Attendees cited that the state Legislature’s focus on K-12 in the past has been at the expense of university funding. Jarvis responded, “Don’t give up.”

“There is nothing about a 10 percent cut that makes sense. It’s crazy,” Jarvis said. And that’s exactly what the university system has had to deal with so far this biennia. OUS universities are currently dealing with a 6 percent reduction in base appropriations; if an income-tax surcharge doesn’t pass in January, the university system will face an additional 4 percent cut.

“We’re just not getting enough state funding,” Jarvis said. His idea is to instill in Oregon universities a sense of entrepreneurship and give them more flexibility with tuition.

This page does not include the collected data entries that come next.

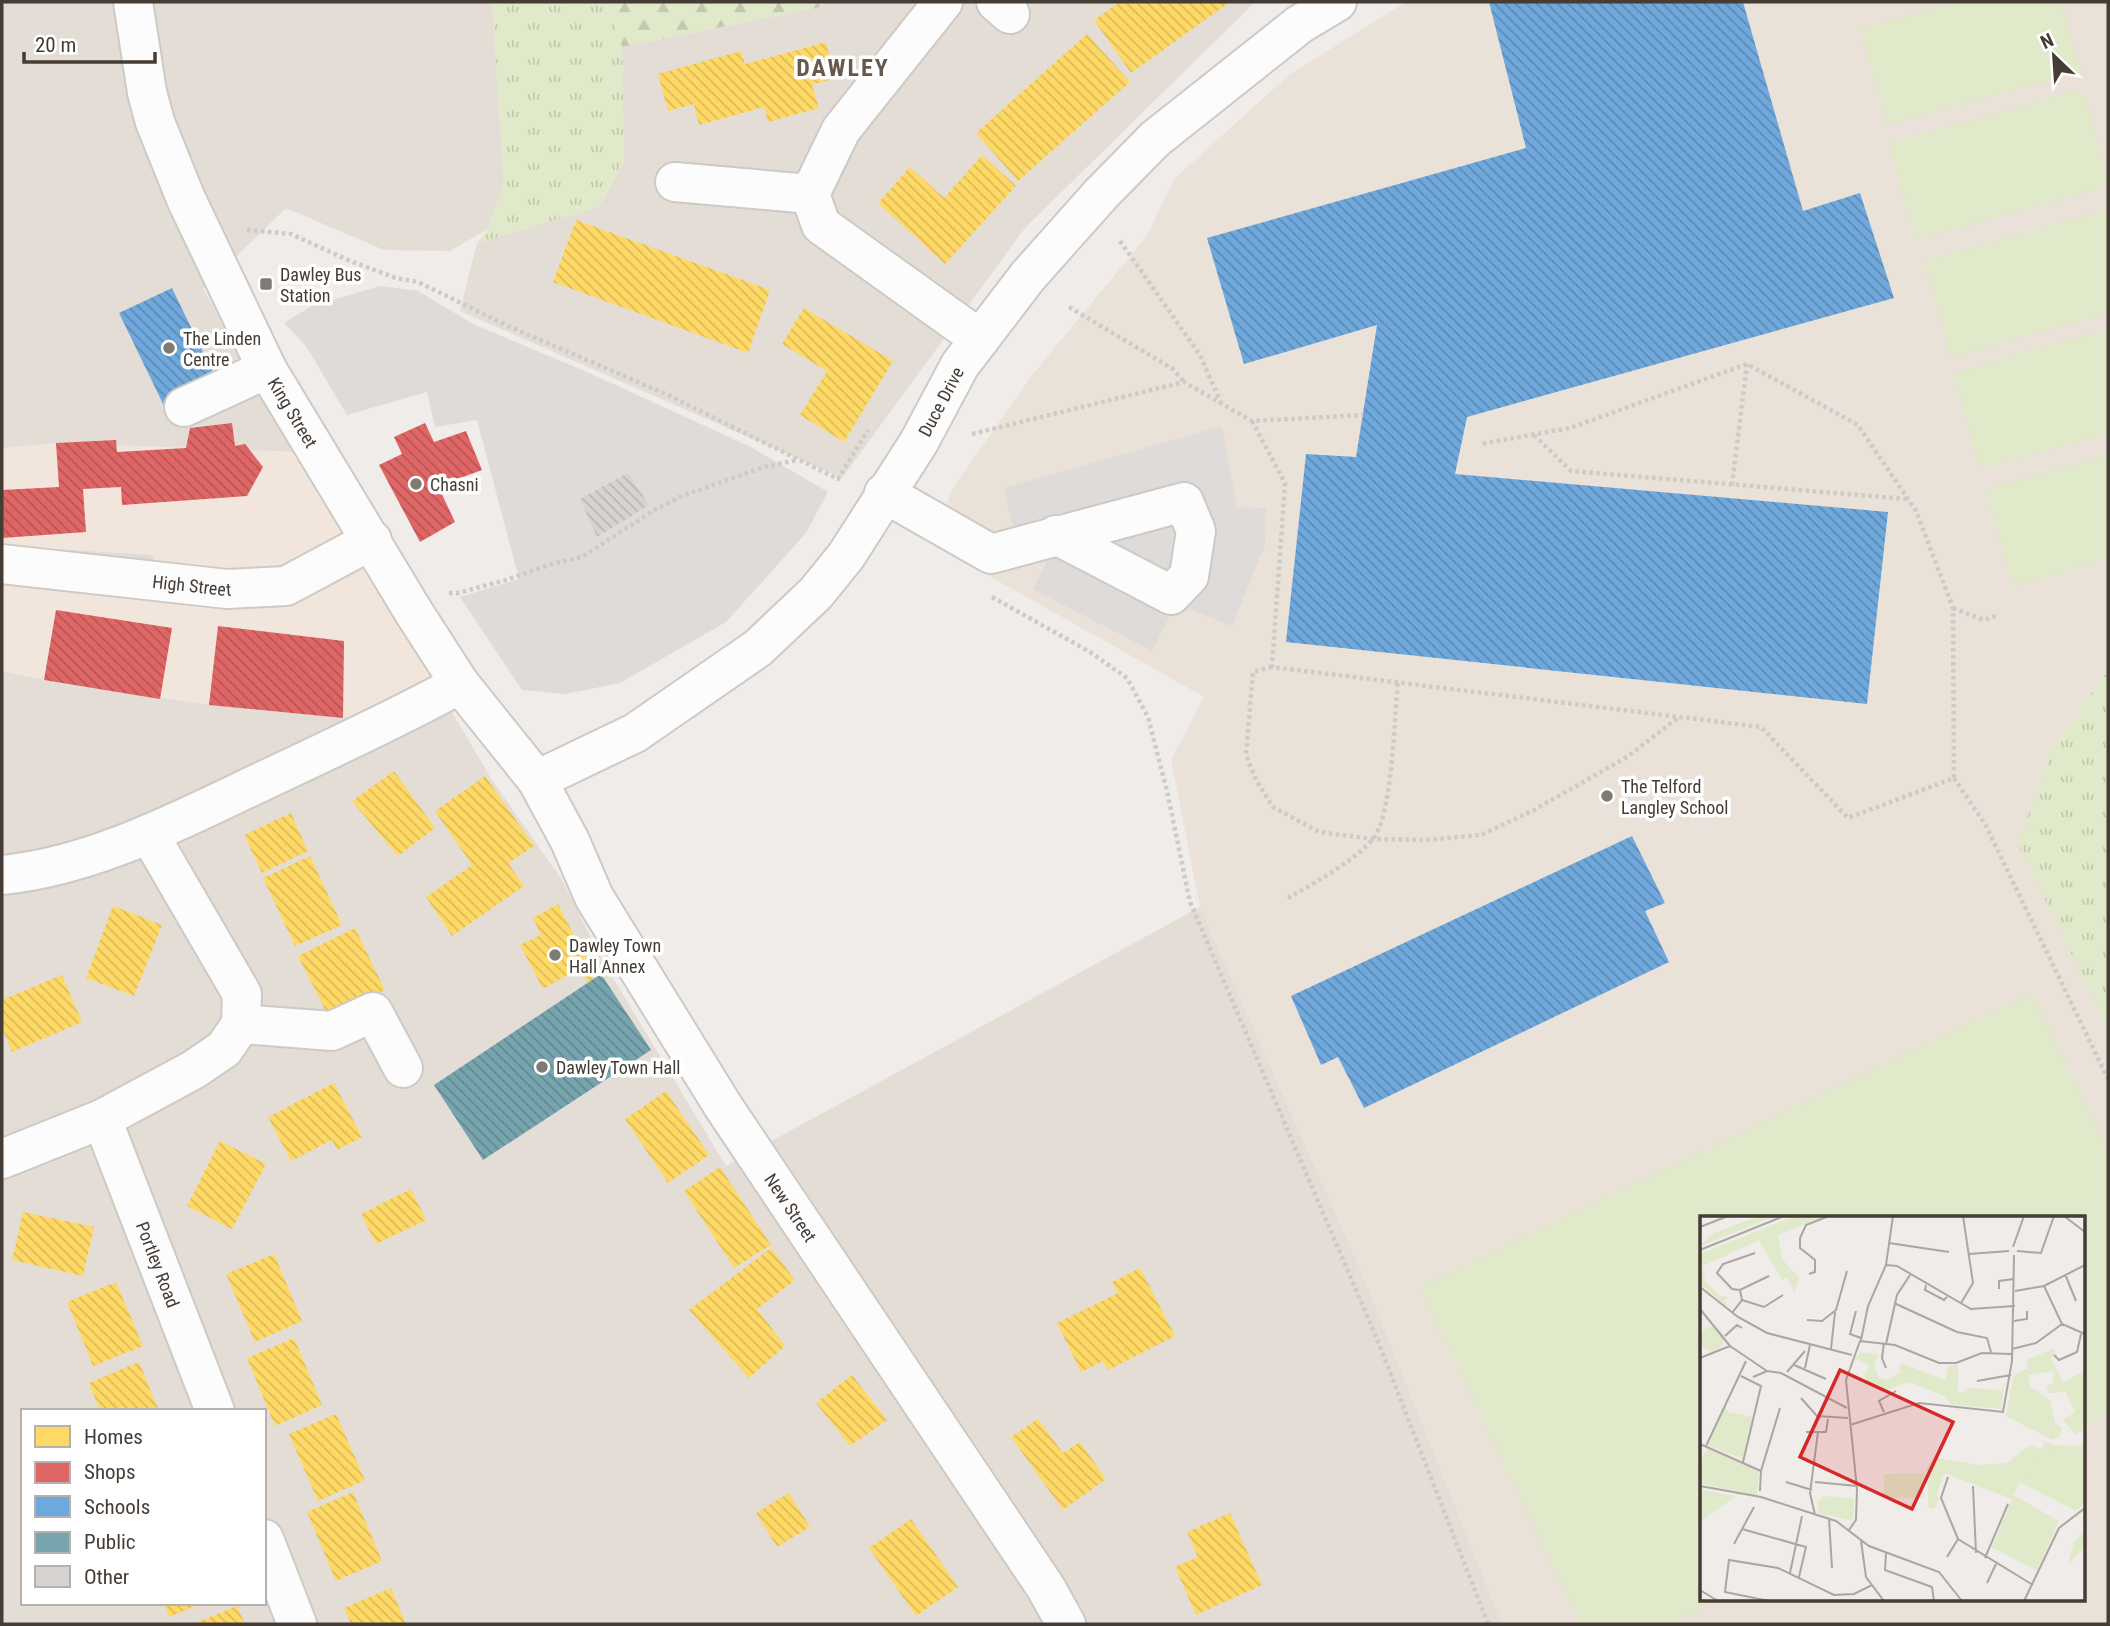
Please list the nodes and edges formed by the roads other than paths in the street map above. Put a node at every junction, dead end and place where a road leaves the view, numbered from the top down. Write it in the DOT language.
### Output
graph roads {
  1 [pos="943,2"];
  2 [pos="1337,2"];
  3 [pos="144,4"];
  4 [pos="675,182"];
  5 [pos="810,194"];
  6 [pos="980,339"];
  7 [pos="267,369"];
  8 [pos="184,408"];
  9 [pos="884,493"];
  10 [pos="1056,535"];
  11 [pos="372,540"];
  12 [pos="2,564"];
  13 [pos="460,684"];
  14 [pos="537,780"];
  15 [pos="149,834"];
  16 [pos="2,875"];
  17 [pos="241,1024"];
  18 [pos="403,1068"];
  19 [pos="102,1119"];
  20 [pos="2,1159"];
  21 [pos="214,1409"];
  22 [pos="266,1544"];
  23 [pos="297,1624"];
  24 [pos="1066,1624"];
  1 -- 5 [label="street"];
  2 -- 6 [label="street, Duce Drive"];
  3 -- 7 [label="street, King Street"];
  4 -- 5 [label="street"];
  5 -- 6 [label="street"];
  6 -- 9 [label="street, Duce Drive"];
  7 -- 8 [label="street"];
  7 -- 11 [label="street, King Street"];
  9 -- 10 [label="street"];
  9 -- 14 [label="street, Duce Drive"];
  11 -- 12 [label="street, High Street"];
  11 -- 13 [label="street, King Street"];
  13 -- 14 [label="street, New Street"];
  13 -- 15 [label="street"];
  14 -- 24 [label="street, New Street"];
  15 -- 16 [label="street"];
  15 -- 17 [label="street"];
  17 -- 18 [label="street"];
  17 -- 19 [label="street"];
  19 -- 20 [label="street"];
  19 -- 21 [label="street, Portley Road"];
  22 -- 23 [label="street"];
}
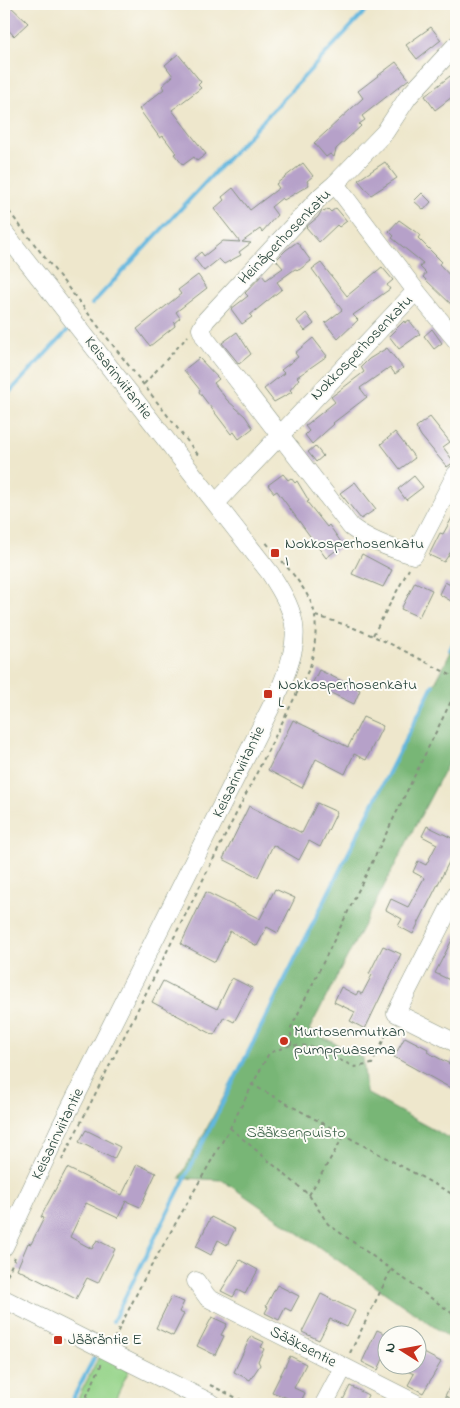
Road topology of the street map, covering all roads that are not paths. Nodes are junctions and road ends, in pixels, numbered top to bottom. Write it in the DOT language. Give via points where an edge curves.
graph roads {
  1 [pos="456,45"];
  2 [pos="335,184"];
  3 [pos="4,232"];
  4 [pos="416,291"];
  5 [pos="456,340"];
  6 [pos="279,436"];
  7 [pos="456,474"];
  8 [pos="216,503"];
  9 [pos="456,895"];
  10 [pos="456,1043"];
  11 [pos="11,1249"];
  12 [pos="196,1281"];
  13 [pos="4,1299"];
  14 [pos="343,1368"];
  15 [pos="213,1404"];
  16 [pos="324,1404"];
  17 [pos="417,1404"];
  1 -- 2 [label="street, Heinäperhosenkatu" via="408,97 384,132"];
  2 -- 4 [label="street, Nokkosperhosenkatu"];
  2 -- 6 [label="street, Heinäperhosenkatu" via="287,232 201,329"];
  3 -- 8 [label="street, Keisarinviitantie"];
  4 -- 5 [label="street"];
  4 -- 6 [label="street, Nokkosperhosenkatu"];
  6 -- 7 [label="street" via="351,527 393,549 414,555"];
  6 -- 8 [label="street, Nokkosperhosenkatu"];
  8 -- 11 [label="street, Keisarinviitantie" via="288,601 296,634 292,660 60,1128"];
  9 -- 10 [label="street" via="396,1013"];
  12 -- 14 [label="street, Sääksentie" via="208,1298"];
  13 -- 15 [label="street"];
  14 -- 16 [label="street"];
  14 -- 17 [label="street, Sääksentie"];
}
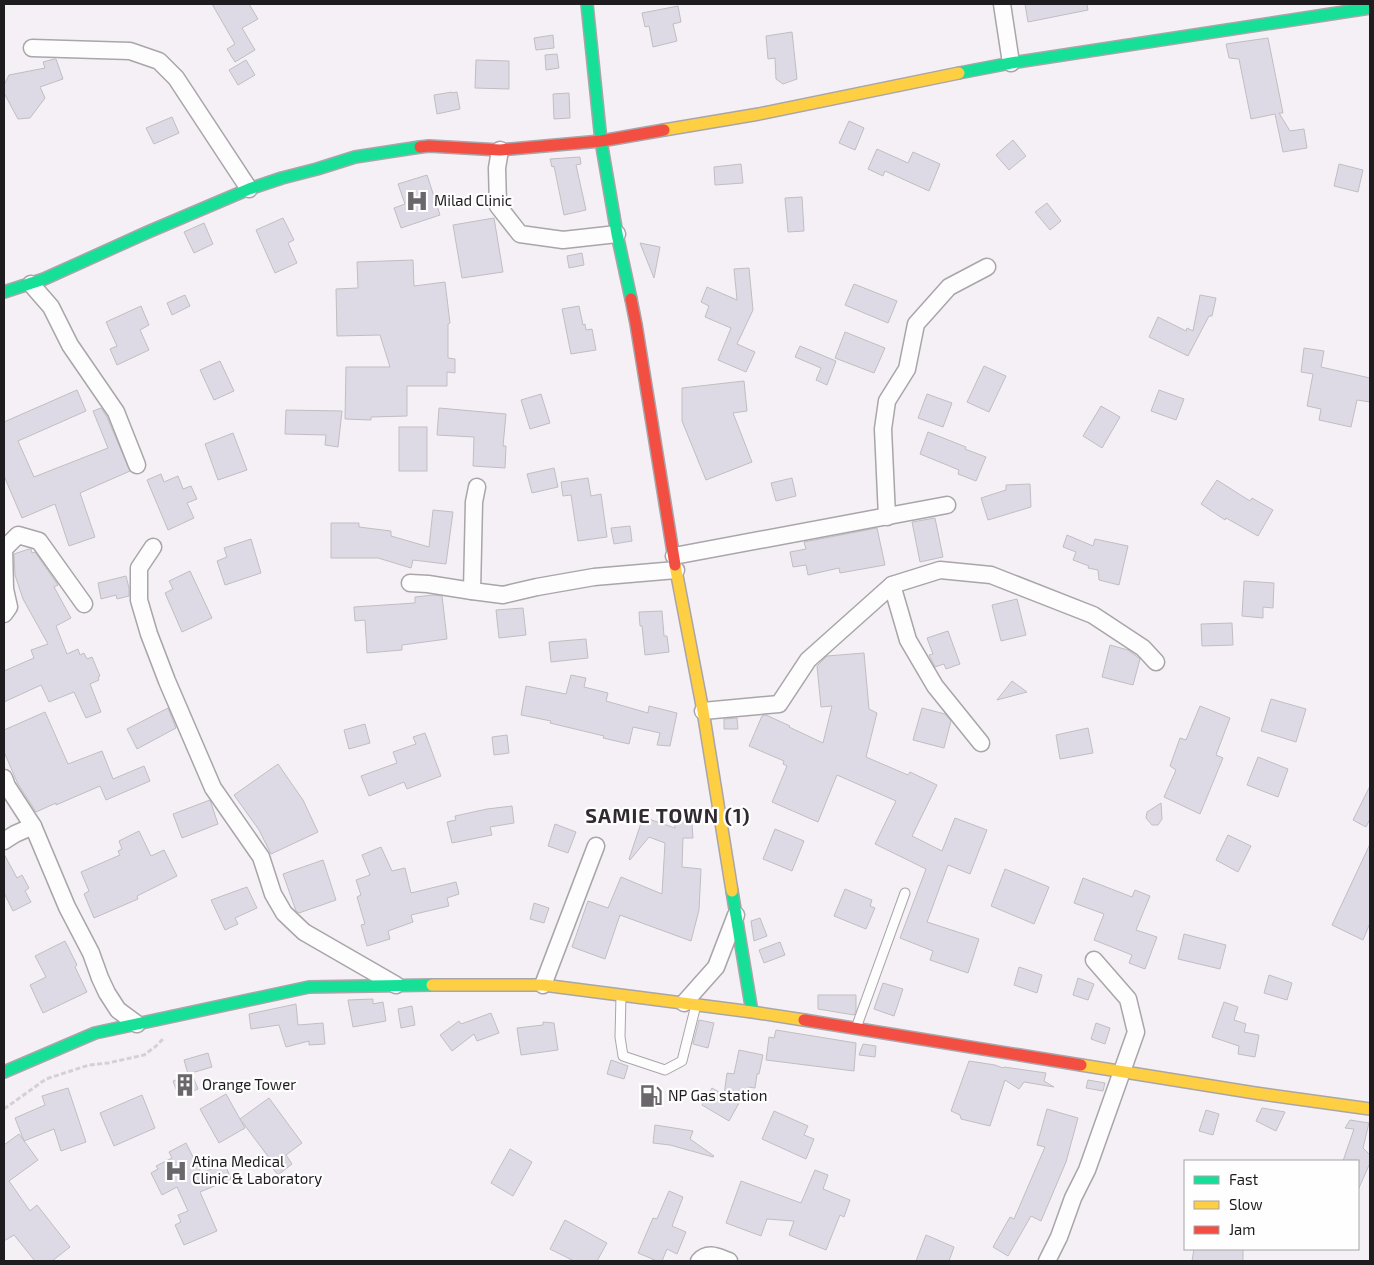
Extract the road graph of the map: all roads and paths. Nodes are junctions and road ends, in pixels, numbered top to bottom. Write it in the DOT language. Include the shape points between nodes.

ASPSU President Kristen Wallace voiced concerns that the students’ ability to present a unified voice to the Legislature will be diminished if schools are allowed to set their own tuition rates.

“They could go to the board,” Jarvis said. The OUS board could present the students’ concerns to the Legislature in session. “You’ll always be able to lobby the Legislature,” he continued. “I understand that we come at the budget from two different points of view. We [the Oregon University System] have to look at the whole budget.”

Jarvis said finding new ways to fund higher education is going to be necessary since the OUS is expecting to add enrollment numbers equivalent to adding another campus the size of Oregon State University. That expectation makes the current downtrend in state funding an even more important problem for Jarvis to address.

According to OUS figures, Oregon is falling behind its peers in funding higher education. In 1999, Oregon’s state-general-fund support was 89 percent of the national average. In 2002, that fell to 77 percent. And now, if current shortfalls are met by program cuts, it will fall to 74 percent.

Jarvis also voiced concerns about faculty salary (Oregon is lowest among peers), $500 million in deferred maintenance, and the weak state economy and poor revenue outlook.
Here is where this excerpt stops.